Cost of the minimal spanning tree

I can create a grid graph with a random weights of edges and compute its minimal spanning tree by:

nx = 3; ny = 5;
G = GridGraph[{nx, ny}];
w = RandomInteger[{1, 6}, EdgeCount[G]];
GG = Graph[EdgeList[G], EdgeWeight -> w, VertexLabels -> "Name",
VertexLabelStyle -> Directive[Blue, Italic, 10],
EdgeLabels -> "EdgeWeight",
EdgeStyle -> Directive[Opacity[0.65`], Blue],
EdgeLabelStyle -> Directive[Black, Italic, 10]];
k = FindSpanningTree[GG];
HighlightGraph[GG, k, GraphHighlightStyle -> "Thick"]

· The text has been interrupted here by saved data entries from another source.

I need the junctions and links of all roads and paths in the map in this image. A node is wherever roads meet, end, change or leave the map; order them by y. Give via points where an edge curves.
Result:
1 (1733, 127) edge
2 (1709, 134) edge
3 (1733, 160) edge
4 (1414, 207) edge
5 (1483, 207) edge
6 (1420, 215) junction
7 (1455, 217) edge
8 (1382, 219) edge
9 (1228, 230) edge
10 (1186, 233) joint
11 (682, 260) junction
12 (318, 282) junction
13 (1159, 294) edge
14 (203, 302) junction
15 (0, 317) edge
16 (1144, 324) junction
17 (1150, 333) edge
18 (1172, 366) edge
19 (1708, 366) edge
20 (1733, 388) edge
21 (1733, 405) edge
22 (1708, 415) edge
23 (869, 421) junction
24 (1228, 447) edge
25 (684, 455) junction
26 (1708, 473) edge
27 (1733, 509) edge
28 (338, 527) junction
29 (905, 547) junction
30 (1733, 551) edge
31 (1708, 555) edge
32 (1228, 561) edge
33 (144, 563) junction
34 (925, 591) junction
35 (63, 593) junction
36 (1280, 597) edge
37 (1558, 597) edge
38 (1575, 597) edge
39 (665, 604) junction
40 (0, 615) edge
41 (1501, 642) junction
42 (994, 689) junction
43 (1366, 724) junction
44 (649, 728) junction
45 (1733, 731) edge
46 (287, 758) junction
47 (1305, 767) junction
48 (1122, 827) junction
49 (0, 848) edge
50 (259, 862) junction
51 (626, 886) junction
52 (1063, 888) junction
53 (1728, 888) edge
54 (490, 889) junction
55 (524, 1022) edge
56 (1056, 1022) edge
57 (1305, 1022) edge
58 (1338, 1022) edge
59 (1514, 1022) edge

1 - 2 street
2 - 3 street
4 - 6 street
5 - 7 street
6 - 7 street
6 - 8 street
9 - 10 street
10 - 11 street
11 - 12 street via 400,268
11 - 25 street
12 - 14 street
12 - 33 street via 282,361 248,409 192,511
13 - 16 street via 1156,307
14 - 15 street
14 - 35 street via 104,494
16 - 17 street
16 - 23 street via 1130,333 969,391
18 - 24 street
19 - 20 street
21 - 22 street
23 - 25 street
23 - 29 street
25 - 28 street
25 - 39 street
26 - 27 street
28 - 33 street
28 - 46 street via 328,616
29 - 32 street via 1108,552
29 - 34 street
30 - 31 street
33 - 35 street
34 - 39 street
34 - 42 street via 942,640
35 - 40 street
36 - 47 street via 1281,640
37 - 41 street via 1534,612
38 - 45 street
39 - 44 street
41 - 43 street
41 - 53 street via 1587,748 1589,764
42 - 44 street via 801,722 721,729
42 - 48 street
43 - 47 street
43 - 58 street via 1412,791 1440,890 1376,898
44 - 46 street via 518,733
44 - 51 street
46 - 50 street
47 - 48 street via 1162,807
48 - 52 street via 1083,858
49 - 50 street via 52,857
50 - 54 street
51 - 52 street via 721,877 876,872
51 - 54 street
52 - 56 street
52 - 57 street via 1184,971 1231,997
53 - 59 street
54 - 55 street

Is there a way to compute the cost of the minimal spanning tree without adding the weights manually?

Up to FindSpanningTree, the following does the job:

size[g_] :=With[{edges = EdgeList[FindSpanningTree[{g, 1}]]},  Total[PropertyValue[{g, #}, EdgeWeight] & /@ edges]]
size[GG]

30

• Thank you so much, it works perfectly! Feb 2 '17 at 14:25

With the current IGraph/M prerelease, you can simply use

Total@IGEdgeProp[EdgeWeight]@IGSpanningTree[GG]

IGSpanningTree preserves the edge weights in the tree. IGEdgeProp[EdgeWeight] is an operator that extracts the edge weights into a list.